Rilpivirine (Edurant) is a second-generation non-nucleoside reverse transcriptase inhibitor (NNRTI), developed by Janssen (formerly Tibotec). Rilpivirine was submitted for licensing in the United States in November 2010 and received approval for use as first-line treatment in May 2011. European marketing approval followed in November 2011.
Rilpivirine (Edurant) is approved for HIV treatment in people with viral loads below 100,000 copies/ml.
Rilpivirine is also available in several combination tablets:
- As a once-daily tablet (Eviplera) with Gilead’s drugs tenofovir and emtricitabine, which received marketing approval in the EU in November 2011. This combination tablet is marketed as Complera in the US.
- As a once-daily tablet (Odefsey) in combination with tenofovir alafenamide and emtricitabine, approved in the EU in 2016
- As a once-daily tablet in combination with the integrase inhibitor dolutegravir, called Juluca, approved in the EU in 2018
Rilpivirine is also available as a long-acting injectable treatment (Rekambys) in combination with cabotegravir (Vocabria), approved in the EU in 2020.
Rilpivirine was approved based on the findings of two international phase III studies, ECHO and THRIVE, each of which compared rilpivirine 25mg once daily to efavirenz 600mg once daily, in combination with two nucleoside analogues, in treatment-naive individuals. (Cohen)
The ECHO study randomised 690 patients, and all received a nucleoside analogue backbone of tenofovir and emtricitabine.

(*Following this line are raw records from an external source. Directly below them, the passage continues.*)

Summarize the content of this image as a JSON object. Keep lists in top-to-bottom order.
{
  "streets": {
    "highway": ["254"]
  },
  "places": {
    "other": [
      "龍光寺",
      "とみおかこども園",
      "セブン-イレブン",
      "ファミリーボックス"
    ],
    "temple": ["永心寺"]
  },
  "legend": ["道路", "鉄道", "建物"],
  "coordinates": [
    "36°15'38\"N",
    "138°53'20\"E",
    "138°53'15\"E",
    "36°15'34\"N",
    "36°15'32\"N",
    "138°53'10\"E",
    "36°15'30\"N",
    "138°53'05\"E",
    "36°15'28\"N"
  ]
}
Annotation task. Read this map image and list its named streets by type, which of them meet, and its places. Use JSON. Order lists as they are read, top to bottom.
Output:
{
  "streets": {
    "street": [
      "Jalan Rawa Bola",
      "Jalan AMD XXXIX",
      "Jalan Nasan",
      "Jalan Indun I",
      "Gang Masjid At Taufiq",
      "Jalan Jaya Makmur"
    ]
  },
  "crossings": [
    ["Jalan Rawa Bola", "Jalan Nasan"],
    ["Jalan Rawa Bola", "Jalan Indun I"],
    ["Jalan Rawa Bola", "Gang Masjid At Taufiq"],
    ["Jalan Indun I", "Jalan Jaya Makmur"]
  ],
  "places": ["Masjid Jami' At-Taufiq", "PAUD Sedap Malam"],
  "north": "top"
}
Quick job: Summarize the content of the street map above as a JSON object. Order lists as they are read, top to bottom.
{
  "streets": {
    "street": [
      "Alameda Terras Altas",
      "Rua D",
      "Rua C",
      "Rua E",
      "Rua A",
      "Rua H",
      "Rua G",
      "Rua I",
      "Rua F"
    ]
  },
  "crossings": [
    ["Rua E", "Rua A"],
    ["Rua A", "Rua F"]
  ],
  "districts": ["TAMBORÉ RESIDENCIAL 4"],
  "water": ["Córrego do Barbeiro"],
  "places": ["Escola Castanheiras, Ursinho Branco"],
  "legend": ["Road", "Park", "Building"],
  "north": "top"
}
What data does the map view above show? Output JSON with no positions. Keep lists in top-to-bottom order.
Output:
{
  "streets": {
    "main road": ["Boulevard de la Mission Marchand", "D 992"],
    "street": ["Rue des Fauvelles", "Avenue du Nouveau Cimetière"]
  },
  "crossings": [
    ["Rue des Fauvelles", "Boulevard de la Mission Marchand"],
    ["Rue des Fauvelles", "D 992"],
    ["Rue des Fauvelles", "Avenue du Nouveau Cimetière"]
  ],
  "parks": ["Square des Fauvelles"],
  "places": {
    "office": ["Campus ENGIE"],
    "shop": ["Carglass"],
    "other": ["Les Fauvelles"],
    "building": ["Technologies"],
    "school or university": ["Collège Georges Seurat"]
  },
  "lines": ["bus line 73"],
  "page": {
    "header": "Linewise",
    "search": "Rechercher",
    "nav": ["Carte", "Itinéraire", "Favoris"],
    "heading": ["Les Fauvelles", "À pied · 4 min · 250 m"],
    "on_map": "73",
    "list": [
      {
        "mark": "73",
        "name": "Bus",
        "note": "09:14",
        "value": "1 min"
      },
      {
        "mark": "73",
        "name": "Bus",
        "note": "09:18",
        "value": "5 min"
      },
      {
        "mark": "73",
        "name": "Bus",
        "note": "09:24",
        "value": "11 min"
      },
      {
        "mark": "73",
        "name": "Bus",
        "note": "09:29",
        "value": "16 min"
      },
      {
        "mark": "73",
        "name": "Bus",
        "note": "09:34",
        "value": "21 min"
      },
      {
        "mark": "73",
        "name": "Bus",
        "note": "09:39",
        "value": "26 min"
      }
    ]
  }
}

THRIVE randomised 678 patients, with the nucleoside backbone chosen by the patient’s doctor: around 60% of participants received tenofovir/emtricitabine, 30% received zidovudine/lamivudine and 10% received abacavir/lamivudine.
Participants had relatively low CD4 counts (a median of around 250), and high viral load (median 5 log, or 100,000 copies/ml). After 48 weeks of treatment the proportions with viral load below 50 copies/ml were almost identical (84.3% in the rilpivirine arm, 82.3% in the efavirenz arm), demonstrating non-inferiority.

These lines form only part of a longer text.